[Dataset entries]
• • • •
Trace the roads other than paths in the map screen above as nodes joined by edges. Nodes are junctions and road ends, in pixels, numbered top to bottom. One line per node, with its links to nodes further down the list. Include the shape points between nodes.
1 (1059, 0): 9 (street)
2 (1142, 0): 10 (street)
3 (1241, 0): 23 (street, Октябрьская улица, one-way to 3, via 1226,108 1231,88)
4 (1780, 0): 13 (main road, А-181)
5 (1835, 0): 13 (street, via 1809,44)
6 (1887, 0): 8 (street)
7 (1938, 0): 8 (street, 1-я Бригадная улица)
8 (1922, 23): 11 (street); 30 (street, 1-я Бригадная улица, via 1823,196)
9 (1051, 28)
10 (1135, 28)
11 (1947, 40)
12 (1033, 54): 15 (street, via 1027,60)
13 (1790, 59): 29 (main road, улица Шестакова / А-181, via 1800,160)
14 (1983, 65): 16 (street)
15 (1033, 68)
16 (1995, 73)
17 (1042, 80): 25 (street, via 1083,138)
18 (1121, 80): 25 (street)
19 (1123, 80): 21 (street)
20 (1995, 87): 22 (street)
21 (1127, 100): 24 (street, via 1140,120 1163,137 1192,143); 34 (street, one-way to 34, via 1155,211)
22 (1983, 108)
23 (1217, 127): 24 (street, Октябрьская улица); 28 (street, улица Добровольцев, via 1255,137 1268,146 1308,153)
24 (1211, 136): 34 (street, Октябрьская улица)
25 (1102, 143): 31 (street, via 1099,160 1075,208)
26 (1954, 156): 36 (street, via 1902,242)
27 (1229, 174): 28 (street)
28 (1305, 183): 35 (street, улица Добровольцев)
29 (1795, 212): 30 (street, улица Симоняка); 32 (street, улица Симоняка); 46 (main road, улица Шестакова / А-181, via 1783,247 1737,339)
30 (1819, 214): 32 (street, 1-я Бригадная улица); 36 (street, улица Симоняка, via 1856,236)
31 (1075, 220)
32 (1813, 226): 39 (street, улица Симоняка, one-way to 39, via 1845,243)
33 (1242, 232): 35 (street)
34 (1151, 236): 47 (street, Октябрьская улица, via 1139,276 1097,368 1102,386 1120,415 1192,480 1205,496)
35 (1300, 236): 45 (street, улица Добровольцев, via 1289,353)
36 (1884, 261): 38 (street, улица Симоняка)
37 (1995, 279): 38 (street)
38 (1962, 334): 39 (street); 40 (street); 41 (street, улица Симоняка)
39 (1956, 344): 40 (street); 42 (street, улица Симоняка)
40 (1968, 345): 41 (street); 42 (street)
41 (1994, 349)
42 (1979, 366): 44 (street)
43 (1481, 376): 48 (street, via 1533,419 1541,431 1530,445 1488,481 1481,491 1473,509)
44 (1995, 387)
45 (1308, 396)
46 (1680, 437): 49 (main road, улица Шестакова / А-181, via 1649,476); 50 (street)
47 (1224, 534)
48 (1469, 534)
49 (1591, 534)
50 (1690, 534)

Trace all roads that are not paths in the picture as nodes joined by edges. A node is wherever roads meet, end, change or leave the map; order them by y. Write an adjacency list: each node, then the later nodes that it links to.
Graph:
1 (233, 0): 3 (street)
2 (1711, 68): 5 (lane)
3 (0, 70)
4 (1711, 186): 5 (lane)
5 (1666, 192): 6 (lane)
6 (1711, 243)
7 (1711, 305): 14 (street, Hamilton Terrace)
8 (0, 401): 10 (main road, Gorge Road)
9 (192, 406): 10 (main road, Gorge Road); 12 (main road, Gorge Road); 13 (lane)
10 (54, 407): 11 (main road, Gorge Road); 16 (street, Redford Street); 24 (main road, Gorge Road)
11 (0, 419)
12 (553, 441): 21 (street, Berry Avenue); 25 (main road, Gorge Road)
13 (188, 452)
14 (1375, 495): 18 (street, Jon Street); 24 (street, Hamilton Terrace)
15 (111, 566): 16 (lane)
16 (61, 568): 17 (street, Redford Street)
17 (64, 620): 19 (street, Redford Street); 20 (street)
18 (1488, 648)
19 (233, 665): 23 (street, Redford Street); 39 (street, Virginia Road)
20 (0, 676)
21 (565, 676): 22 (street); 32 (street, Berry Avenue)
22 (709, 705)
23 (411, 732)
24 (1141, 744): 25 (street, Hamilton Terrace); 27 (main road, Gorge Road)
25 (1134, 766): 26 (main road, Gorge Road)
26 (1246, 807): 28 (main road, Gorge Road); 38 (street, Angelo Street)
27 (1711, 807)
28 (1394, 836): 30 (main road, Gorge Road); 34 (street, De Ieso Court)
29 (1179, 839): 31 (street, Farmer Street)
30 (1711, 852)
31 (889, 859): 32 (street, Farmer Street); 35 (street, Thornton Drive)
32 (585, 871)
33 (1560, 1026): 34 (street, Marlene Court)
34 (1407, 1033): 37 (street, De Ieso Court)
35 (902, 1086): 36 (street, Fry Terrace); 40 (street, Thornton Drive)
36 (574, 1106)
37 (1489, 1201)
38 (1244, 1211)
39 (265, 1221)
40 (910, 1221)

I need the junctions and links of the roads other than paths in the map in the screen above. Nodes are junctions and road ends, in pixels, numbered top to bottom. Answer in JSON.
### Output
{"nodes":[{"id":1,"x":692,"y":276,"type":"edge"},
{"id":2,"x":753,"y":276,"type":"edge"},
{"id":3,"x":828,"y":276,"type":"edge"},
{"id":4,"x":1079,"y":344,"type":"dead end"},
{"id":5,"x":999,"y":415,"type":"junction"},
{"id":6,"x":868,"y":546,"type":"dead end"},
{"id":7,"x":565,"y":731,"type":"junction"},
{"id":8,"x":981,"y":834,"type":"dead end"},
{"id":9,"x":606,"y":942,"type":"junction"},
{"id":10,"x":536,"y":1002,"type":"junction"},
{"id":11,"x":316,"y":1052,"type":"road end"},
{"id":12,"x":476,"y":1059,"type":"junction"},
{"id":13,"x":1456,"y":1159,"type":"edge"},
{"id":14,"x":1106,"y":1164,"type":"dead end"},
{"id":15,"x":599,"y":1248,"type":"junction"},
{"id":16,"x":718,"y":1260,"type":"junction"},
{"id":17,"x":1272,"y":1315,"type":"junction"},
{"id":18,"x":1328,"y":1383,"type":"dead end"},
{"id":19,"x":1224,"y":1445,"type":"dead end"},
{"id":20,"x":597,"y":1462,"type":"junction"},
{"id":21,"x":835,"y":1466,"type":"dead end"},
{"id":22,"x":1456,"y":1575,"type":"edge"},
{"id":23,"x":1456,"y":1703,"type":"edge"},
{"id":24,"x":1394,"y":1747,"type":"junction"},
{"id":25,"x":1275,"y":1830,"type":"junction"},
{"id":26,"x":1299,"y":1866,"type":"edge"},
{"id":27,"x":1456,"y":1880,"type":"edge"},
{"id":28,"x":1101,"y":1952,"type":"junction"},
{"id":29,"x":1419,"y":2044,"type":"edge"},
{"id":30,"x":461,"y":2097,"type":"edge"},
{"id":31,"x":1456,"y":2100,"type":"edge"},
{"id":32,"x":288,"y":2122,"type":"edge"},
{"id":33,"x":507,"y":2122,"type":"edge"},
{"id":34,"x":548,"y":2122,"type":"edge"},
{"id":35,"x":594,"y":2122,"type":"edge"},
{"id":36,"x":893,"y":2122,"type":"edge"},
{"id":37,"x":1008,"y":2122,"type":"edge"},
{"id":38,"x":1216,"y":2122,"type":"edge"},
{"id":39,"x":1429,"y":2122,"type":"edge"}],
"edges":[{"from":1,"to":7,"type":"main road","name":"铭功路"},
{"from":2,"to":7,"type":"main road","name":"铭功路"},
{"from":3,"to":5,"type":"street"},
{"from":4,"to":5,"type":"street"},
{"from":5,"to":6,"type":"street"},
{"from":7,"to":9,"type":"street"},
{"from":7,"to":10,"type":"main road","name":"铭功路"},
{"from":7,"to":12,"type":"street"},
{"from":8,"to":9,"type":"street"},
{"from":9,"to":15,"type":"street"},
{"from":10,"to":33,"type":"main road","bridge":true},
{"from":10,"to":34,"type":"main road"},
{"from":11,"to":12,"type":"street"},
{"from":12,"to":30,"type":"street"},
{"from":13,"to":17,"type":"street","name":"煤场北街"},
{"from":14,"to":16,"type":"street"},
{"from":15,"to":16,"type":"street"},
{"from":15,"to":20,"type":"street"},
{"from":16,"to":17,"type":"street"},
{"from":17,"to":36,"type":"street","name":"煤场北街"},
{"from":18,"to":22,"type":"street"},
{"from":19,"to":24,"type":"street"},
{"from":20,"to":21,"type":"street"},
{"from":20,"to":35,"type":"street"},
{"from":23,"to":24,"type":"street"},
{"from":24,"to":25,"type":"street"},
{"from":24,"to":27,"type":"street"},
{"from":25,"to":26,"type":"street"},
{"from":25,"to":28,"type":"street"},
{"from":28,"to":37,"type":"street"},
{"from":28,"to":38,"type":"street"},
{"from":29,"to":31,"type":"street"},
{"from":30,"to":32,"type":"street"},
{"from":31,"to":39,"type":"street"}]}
• • • •
◆ WHAT YOU WILL DO
Identify the lines in the entries above that contain "Бригадная", then copy them out.

◆ ANSWER FOR THE TASK
7 (1938, 0): 8 (street, 1-я Бригадная улица)
8 (1922, 23): 11 (street); 30 (street, 1-я Бригадная улица, via 1823,196)
30 (1819, 214): 32 (street, 1-я Бригадная улица); 36 (street, улица Симоняка, via 1856,236)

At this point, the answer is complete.